Joaquim Barbosa não gostou das conclusões do revisor,
que considerou frágeis as provas contra Emerson Palmieri. O relator
disse que Lewandowski “negava” a realidade ao absolver Palmieiri. O
presidente da corte, ministro Ayres Britto tentou intervir, mas Barbosa
insistiu que o revisor “contornava a realidade”. “Não, não está
contornando, Excelência. Cuidado. Cuidado com as palavras”, interrompeu o
ministro Marco Aurélio. E a discussão se acirrou.
Joaquim Barbosa: Eu respondo pelas minhas palavras, ministro!
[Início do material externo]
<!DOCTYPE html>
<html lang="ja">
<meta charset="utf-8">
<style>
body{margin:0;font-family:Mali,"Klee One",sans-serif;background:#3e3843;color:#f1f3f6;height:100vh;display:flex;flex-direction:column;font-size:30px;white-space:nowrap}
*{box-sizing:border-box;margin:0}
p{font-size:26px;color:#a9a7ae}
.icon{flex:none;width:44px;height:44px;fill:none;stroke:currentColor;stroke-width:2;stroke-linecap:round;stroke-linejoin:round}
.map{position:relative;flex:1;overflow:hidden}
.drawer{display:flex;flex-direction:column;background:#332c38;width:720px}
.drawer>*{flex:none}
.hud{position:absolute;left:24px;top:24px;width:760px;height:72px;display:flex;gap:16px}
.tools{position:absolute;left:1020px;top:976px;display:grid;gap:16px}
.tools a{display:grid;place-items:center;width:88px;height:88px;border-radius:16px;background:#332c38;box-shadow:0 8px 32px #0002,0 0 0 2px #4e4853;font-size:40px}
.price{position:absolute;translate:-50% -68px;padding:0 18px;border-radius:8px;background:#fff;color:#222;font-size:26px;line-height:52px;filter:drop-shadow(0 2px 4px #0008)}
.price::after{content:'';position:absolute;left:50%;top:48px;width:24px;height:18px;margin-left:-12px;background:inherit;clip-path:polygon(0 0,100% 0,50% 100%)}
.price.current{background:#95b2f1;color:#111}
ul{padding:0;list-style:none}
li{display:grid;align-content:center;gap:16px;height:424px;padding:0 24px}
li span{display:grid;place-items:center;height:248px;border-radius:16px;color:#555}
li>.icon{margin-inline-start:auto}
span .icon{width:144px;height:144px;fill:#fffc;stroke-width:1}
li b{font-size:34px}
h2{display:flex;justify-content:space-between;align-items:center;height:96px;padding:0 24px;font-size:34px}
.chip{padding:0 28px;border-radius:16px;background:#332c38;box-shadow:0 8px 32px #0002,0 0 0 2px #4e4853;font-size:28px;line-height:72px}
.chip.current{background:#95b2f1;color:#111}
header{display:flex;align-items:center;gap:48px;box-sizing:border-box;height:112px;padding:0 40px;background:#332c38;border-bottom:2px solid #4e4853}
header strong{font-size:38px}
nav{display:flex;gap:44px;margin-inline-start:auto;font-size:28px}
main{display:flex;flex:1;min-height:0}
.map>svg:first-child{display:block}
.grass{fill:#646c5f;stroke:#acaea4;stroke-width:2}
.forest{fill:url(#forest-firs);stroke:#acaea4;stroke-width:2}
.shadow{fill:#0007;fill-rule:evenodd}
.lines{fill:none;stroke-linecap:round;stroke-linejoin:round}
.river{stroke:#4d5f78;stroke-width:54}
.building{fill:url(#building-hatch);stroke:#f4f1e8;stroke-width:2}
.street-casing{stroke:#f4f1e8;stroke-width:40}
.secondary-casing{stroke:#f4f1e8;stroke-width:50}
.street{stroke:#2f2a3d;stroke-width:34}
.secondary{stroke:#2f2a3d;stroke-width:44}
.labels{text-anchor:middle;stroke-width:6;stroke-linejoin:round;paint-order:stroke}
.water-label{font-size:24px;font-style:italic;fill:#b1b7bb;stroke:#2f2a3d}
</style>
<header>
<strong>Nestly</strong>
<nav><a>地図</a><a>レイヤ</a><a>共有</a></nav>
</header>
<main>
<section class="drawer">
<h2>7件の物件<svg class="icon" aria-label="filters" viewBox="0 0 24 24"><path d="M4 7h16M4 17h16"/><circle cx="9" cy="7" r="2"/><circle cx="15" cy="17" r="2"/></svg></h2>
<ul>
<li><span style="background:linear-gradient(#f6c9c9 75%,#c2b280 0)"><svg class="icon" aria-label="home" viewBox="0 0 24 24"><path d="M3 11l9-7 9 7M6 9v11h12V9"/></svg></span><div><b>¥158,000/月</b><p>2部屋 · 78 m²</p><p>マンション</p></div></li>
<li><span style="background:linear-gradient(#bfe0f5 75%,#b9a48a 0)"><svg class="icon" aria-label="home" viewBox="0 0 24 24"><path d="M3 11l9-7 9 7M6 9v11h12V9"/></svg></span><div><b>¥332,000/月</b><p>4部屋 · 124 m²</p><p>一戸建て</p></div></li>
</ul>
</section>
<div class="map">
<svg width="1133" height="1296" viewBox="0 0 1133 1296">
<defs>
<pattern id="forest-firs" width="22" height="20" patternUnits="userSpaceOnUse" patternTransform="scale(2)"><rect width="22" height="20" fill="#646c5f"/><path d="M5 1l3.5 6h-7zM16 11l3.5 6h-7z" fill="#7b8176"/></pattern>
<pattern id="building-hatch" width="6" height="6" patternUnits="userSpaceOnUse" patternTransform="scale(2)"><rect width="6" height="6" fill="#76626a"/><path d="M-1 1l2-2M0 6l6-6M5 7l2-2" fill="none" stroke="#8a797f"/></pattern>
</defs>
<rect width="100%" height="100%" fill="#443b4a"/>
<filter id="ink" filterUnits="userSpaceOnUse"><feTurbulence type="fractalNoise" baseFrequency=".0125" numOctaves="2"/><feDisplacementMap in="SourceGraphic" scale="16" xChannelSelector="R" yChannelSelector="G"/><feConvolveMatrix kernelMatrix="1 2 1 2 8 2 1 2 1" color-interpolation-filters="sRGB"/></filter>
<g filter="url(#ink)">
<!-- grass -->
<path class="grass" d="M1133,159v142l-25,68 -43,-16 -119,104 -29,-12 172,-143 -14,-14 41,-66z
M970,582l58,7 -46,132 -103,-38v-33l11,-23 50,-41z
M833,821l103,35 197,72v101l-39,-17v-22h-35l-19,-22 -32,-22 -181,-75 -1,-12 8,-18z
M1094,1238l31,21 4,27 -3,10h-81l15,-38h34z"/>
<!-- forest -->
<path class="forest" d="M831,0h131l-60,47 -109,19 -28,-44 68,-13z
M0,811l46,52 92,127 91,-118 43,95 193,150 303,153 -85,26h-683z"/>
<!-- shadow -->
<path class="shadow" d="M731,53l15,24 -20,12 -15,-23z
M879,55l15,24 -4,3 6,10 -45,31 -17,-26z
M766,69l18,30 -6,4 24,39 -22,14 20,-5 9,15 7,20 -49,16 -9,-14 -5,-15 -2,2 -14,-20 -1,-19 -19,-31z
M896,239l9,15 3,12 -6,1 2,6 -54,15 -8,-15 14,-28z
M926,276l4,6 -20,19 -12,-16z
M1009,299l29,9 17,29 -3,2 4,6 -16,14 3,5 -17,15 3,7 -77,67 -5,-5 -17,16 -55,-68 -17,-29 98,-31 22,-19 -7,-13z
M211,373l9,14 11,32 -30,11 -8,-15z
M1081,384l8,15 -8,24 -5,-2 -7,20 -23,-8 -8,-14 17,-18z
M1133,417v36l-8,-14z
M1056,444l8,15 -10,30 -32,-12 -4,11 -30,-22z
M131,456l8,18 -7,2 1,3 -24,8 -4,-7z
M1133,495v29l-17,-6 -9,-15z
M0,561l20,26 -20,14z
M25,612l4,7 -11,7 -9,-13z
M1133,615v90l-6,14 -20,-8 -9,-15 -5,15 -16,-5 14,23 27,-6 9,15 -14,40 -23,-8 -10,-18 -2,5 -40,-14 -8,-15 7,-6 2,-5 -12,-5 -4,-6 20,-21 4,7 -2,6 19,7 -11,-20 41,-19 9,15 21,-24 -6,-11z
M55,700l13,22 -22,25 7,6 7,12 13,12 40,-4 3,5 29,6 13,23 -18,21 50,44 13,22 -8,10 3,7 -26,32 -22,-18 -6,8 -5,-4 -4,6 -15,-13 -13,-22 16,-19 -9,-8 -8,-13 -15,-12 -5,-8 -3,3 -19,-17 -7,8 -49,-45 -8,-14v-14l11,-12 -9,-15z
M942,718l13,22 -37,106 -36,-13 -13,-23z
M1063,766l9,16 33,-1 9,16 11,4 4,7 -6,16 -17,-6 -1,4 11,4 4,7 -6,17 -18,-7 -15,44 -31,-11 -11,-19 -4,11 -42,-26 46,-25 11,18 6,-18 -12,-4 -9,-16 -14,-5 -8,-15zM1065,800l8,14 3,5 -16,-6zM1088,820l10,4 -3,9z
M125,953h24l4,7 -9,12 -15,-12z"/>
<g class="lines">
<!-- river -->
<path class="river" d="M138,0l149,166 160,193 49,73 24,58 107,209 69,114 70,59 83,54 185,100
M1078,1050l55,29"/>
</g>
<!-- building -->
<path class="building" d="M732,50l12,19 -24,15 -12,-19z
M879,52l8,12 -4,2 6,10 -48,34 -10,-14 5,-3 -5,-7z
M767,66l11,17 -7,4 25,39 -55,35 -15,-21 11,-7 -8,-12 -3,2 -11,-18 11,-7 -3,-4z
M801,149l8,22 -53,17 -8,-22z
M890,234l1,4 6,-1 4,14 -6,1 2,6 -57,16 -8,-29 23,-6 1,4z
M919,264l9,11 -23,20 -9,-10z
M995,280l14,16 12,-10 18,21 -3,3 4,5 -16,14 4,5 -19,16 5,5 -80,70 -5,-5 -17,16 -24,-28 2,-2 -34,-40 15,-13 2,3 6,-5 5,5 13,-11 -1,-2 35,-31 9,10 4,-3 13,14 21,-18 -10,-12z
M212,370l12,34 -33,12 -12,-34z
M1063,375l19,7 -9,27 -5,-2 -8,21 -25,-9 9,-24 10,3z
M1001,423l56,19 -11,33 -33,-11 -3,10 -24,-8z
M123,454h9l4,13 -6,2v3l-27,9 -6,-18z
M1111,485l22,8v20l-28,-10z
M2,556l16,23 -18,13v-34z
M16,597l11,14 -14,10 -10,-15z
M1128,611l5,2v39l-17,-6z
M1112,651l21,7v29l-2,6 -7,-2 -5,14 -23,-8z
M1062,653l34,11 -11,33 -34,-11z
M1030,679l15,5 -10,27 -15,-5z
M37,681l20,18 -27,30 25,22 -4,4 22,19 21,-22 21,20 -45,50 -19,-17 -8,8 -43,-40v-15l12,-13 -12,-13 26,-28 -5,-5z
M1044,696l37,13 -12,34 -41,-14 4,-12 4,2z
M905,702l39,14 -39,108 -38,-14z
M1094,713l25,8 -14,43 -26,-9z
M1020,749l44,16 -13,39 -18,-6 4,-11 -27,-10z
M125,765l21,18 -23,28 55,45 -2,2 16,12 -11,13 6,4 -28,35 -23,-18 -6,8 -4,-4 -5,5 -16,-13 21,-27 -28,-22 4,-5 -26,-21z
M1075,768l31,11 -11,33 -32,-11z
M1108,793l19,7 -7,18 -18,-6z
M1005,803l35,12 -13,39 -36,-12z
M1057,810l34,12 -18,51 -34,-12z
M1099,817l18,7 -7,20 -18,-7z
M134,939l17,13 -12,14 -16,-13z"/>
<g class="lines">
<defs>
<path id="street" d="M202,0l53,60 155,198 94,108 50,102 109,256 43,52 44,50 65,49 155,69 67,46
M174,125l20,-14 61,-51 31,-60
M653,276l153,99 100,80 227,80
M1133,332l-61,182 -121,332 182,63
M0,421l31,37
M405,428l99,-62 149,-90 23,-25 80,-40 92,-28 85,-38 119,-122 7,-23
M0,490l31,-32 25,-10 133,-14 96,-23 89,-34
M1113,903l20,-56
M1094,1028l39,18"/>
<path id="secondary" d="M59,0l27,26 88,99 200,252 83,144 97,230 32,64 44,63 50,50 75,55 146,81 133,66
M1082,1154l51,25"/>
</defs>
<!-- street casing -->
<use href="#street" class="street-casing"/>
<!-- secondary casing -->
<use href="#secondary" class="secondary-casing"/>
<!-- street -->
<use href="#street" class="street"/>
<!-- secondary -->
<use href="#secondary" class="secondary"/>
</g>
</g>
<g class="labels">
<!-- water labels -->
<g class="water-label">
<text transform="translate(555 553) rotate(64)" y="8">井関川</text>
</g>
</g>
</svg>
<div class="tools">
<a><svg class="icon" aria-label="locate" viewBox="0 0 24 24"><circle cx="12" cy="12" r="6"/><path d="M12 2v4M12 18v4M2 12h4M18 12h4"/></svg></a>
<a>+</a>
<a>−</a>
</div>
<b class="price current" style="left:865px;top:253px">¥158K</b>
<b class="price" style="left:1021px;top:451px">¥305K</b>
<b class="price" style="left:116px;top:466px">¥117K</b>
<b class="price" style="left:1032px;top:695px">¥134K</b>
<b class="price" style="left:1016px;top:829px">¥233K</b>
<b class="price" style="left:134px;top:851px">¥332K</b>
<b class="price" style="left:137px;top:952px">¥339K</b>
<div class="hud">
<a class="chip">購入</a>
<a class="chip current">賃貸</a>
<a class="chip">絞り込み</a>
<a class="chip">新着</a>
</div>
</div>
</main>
Marco Aurélio: Mas Vossa Excelência está num colegiado de alto nível.
Barbosa: Leia-me!
Marco: Eu li. Eu tenho o voto aqui sublinhado, de Vossa Excelência. Está aqui, olha! Em caneta vermelha!
Barbosa: Eu não gosto de hipocrisia, sabe...
O ministro Ayres
Britto, mais uma vez, tentou acabar com a discussão, afirmando que o
conjunto de fatos em apreciação “comportam leituras distintas”. Foi
seguido pelo decano da corte, ministro Celso de Mello, que afirmou que
“uma eventual contraposição dialética em torno da interpretação de fatos
ou de normas é parte do julgamento por um órgão colegiado”.
Barbosa,
então, insistiu que não se tratava de simples divergências, mas Celso
de Mello argumentou que discordâncias em Plenário eram normais. “O
princípio da colegialidade acolhe esses dissensos, que são naturais”,
disse.
Barbosa não se deu por vencido. “Se o revisor faz
colocações que vão inteiramente de encontro com o que o relator disse,
não tem o relator o direito de, pontualmente, chamar a sua atenção?”,
questionou. “O que eu fiz? Eu chamei a atenção para três depoimentos,
três documentos capitais do processo”, afirmou.
Lewandowski disse
que, a exemplo de jornalistas, que observam os mesmos atos e “escrevem
reportagens diametralmente opostas”, ele extraía suas conclusões do
exame que fazia das provas.
“Estou trazendo minhas dúvidas, mas
não minhas convicções. Estou, inclusive, trazendo provas que militam
contra meu raciocínio”, inisistiu Lewandowski, que se referiu ainda ao
conteúdo dos autos como “prova caledoscópica”. “A cada pagamento, fui
procurar uma prova que subsidiasse a acusação”, disse o revisor.
“Para
ajudá-los, eu distribuo meu voto, ministro. Para ajudar os jornalistas,
para prestar contas à sociedade, eu distribuo meu voto. Seria bom que
vossa excelência fizesse o mesmo”, disparou, mais uma vez, Joaquim
Barbosa. O ministro criticou ainda as conclusões do revisor em relação à
viagem realizada pelos réus a Portugal em 2003. Lewandowski havia
afirmado que o mote da viagem do grupo liderado por Marcos Valério era
os bastidores da privatização da Brasil Telecom. Barbosa respondeu
dizendo nenhum dos réus estava autorizado a falar oficialmente em nome
do governo brasileiro.
“Ministro Joaquim, os fatos comportam
leituras. E o ministro Lewandowski está fazendo uma leitura dos fatos. É
um direito dele”, disse o presidente do STF, em outro momento.
Barbosa,
contudo, passou a criticar o tamanho dos votos do ministro relator.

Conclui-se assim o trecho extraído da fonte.